Which, if the query is long (e.g. longer than 20+ lines) it's not gonna make
any difference anyway -- it's not like it matters if you can fit e.g. 24 or 23
lines of a 30 line query (besides, the result rows are gonna take much more
vertical space, further making the measly 1 extra line issue moot).

As for for multiple small queries (and one extra line after each of those
prompts), you can always scroll. And, again, the results are gonna take far
more vertical space than the single extra line per prompt.

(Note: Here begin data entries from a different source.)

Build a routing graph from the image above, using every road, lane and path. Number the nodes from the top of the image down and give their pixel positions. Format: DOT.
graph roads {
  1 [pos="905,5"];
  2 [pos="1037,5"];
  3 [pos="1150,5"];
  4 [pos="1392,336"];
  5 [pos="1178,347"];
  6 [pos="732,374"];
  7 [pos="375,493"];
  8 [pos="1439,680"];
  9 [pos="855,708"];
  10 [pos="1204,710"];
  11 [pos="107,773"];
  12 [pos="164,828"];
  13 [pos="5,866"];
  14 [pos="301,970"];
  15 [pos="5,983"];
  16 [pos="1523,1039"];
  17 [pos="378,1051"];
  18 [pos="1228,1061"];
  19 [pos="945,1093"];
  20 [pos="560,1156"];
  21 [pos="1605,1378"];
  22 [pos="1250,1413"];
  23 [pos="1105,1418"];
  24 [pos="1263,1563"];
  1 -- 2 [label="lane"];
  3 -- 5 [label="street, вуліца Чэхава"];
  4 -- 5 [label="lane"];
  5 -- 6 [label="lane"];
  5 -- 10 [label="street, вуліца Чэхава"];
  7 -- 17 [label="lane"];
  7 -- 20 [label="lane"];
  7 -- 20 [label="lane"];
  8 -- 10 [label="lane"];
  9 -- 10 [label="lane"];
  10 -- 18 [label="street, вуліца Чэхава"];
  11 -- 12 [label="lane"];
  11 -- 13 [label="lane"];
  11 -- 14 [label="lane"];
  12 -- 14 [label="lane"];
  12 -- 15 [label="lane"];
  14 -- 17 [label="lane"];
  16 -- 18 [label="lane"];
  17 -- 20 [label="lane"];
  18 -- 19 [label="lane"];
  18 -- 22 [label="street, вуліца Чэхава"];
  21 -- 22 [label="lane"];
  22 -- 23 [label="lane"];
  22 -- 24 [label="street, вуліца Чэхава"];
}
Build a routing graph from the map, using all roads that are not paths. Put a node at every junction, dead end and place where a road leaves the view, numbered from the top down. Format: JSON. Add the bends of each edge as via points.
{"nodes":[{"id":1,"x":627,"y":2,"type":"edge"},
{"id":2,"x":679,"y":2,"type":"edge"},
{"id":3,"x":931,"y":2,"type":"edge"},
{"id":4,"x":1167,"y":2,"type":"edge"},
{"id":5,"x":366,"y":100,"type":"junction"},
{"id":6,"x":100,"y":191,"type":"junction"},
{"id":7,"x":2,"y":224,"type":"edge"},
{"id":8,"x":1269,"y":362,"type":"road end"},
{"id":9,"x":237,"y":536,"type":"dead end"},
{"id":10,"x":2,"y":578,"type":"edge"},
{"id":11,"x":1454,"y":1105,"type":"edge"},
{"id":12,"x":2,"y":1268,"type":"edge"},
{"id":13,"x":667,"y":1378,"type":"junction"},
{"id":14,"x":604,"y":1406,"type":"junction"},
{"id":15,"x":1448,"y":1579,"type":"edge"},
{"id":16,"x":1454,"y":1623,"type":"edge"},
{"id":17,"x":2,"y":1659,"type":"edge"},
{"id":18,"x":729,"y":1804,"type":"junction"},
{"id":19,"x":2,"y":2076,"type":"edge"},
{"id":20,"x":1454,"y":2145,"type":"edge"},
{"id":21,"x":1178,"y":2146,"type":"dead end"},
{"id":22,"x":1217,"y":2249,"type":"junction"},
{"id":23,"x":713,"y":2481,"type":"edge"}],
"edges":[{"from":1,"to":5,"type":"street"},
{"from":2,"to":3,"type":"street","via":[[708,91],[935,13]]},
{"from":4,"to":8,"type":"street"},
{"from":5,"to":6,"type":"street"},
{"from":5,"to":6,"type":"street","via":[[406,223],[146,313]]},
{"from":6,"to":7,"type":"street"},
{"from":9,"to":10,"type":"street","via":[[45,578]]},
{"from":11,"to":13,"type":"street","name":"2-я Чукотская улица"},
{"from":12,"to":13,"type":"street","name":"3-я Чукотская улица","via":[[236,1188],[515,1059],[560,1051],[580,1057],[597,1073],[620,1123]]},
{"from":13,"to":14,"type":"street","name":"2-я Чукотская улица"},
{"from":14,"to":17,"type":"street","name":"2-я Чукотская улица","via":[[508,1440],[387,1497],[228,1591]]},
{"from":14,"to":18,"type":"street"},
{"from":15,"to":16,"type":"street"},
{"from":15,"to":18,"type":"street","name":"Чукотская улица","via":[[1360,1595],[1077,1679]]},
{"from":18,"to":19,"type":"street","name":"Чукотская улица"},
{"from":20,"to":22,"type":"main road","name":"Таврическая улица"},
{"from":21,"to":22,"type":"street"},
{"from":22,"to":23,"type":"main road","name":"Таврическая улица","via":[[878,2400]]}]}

And, of course, with the full horizontal space available (and not half wasted
by dots) you get to fit more characters in each line, and thus your queries
will probably end up using FEWER lines.

So, not only the extra line from the "newline after prompt" is no big deal
vertical-space wise, but the dot scheme wastes MORE vertical space AND renders
queries unpastable.

------
oftenwrong
Beyond "sensible defaults", it's also important to have the defaults specified
sensibly. For robust application development, mainly when working with large
software systems, I find it best to disallow "unset" configuration options and
the implicit behaviour they entail. That is, every option must have its
setting explicitly specified in the configuration. The defaults should exist
as a "full" configuration, similar to the configuration file pgcli comes with.
Unset configuration options result in a runtime error during application
startup.

Also, I believe I first heard of pgcli from an HN comment, and since then I
have been a daily user of it.

------
flgr

      Expanded mode in psql is a way to output the results of a
      query if the output is too wide to fit in the screen when
      shown as a table. This can be toggled by \x on or \x off.
      
      [...] In pgcli, we have the ability to do this but this is
      not enabled by default. It has to be enabled via the config
      file (~/.config/pgcli/config) by the user.
      
      I don't think we'll change this behavior.
    

Why not? Seems quite sensible a thing to do when the output otherwise wouldn't
fit.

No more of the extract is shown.